Recently, a friend shared a highly cynical Facebook post with us from someone we do not know and asked us to respond to it.
At the heart of this protest is the notion that Christianity views human beings as "scum." The Apostle Paul did say that the followers of Christ are "the scum of the earth." (1 Corinthians 4:13). Of course, context is vital. Paul did not argue humans are the scum of the earth but that Christians get abuse as the scum of the earth. Nevertheless, as the statement from Andrew indicates, the message that some people have received from various quarters of the church is that humans bring to the table absolutely no value or goodness. In theological terms, we are "totally depraved." But maybe you have never heard this argument?
Depending on your denominational background, Andrew's objections to Christianity may or may not make sense. To those who have grown up in staunch Calvinist or Reformed circles, Andrew's complaints make a lot of sense. Andrew's whole protest depends upon the accuracy of the notion that human beings, outside of Christ, are "scum." So let's see if that proposition holds water.
First of all, what do we mean when we talk about humans "outside of Christ"? As Christians, we believe that a fundamental change comes over human beings who acknowledge the Lordship of Jesus over everything and who identify with Jesus through baptism. When someone receives baptism into Christ, they are symbolically dead and raised to life again with a new identity; they are now members of Jesus' family. As the scriptures say:
"if any man is in Christ, he is a new creation. The old things have passed away and behold, everything has become new." 2 Corinthians 5:17.
Christian doctrine teaches that whatever crimes have been committed by a human get canceled at baptism. The baptized individual is now a new, innocent, i.e., valuable person. The person who has not yet acknowledged the Lordship of Jesus, nor has received baptism, is "outside" of Christ. Therefore, if the person in question is outside of Christ, their crimes are still counted against them, making them an enemy of God or quite possibly "scum."
It is difficult to tell from Andrew's statement whether or not he distinguishes humans inside of Christ and humans who are outside of Christ. Andrew says, "in Christianity, humans are 'scum'." But if Andrew is coming from a former Calvinist's perspective, that lack of distinction is understandable. In Calvinism, humans don't choose to give their lives to Jesus (hold onto your hats here, folks). God decides to provide you with a heart that chooses Jesus. In other words, you may think you are choosing Jesus, but you made your choice only because God chose to make you choose Jesus. Confusing and convoluted, I know. But at the end of the day, the reason Calvinists believe that God works this way is that they also think, just as Andrew articulated, humans are constitutionally incapable of doing any good on our own, including choosing Jesus. Therefore, if we accept the notion that humans, outside of Christ, are "scum" and without value, it is hard to distinguish those "in Christ" if the humans in question played no part in his or her conversion, they are simply the lucky ones whom God chose to give faith. Therefore, the value of "scum" remains because only the technical status has changed. It is true that Biblically speaking, You were "lost" before, and now you are "found." But you were "lost scum" before, and now you are only "found scum." This shift in technical status accomplishes very little to assure a human being of their value before God. This alteration is merely an alteration of future consequences and does not necessarily prove that we are loved or have value. Nothing about this exchange would make a person conclude, as the Apostle Paul does, that "the Son of God loved me and gave himself for me." (Galatians 2:20).

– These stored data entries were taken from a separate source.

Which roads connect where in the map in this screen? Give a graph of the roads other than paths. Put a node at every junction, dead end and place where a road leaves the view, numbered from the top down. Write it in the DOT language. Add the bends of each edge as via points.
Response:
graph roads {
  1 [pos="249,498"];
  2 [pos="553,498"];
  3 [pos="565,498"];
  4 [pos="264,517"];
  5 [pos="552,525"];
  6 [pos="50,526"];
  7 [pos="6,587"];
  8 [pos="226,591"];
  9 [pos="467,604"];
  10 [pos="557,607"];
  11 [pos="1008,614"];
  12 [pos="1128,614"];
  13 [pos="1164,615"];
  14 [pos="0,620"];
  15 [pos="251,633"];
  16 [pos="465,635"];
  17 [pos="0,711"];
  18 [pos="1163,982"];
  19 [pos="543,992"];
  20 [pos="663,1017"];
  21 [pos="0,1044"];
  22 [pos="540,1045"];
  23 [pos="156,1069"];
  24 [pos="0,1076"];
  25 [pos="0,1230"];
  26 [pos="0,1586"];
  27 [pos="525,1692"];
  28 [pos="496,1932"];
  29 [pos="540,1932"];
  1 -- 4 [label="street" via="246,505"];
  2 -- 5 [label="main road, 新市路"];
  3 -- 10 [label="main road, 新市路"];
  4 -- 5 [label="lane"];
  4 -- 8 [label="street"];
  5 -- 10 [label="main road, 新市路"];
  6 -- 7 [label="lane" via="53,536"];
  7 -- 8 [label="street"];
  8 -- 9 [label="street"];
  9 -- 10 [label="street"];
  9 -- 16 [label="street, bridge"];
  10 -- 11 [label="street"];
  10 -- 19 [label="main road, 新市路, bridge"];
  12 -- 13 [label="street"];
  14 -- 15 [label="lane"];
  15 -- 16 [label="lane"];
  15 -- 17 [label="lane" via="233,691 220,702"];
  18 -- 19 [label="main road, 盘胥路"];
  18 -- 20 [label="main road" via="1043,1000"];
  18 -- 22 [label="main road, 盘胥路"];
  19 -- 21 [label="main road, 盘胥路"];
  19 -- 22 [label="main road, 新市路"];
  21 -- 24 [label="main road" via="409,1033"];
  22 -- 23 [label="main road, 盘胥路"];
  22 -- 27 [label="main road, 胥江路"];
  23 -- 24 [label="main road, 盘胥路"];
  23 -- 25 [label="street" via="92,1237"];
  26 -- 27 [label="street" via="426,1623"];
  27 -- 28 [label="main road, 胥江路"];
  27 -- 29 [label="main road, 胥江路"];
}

Materialism has always been a failing antidote for depression. Divine materialism, such as inheriting an eternal mansion in the sky, adds nothing more to human beings' self-worth than earthly materialism. An immigrant might receive citizenship in a new country. Still, if the vast majority of the natives never see value in the newcomer, the technical status will not do enough to make the new citizen feel at home. In the Calvinist worldview, God does not desire us so much as He wants to glorify Himself through our helplessness. Therefore, Calvinism has very little power to lift someone out of depression or to make a person feel loved, appreciated, or capable of offering anything of value to God or man. If Calvinism is correct, Andrew and his objections are also right.
Andrew faces a choice. As he seems to have done, Andrew can conclude that the deity as he has understood it is "not real" and that Christianity is worthless. He can then move on freely into secularism, where justification is given for every personal indulgence to numb the experience of depression on the basis that everything is meaningless. Or Andrew can dig deeper into questions about God, creation, the person of Jesus, and the human race to determine if what he has understood is truth. The second option requires a lot more effort and courage. The first option gives you license rant against the God whom you condemn on hear-say. Most people in our day and culture choose this first, effortless and irresponsible option, which also brings praise and accolades from the world around us, further numbing our sense of depression. Oddly, the first option leads us to believe that we have found truth in truth's absence and meaning in life's meaninglessness. There has never been a lie that has not believed itself to be the truth.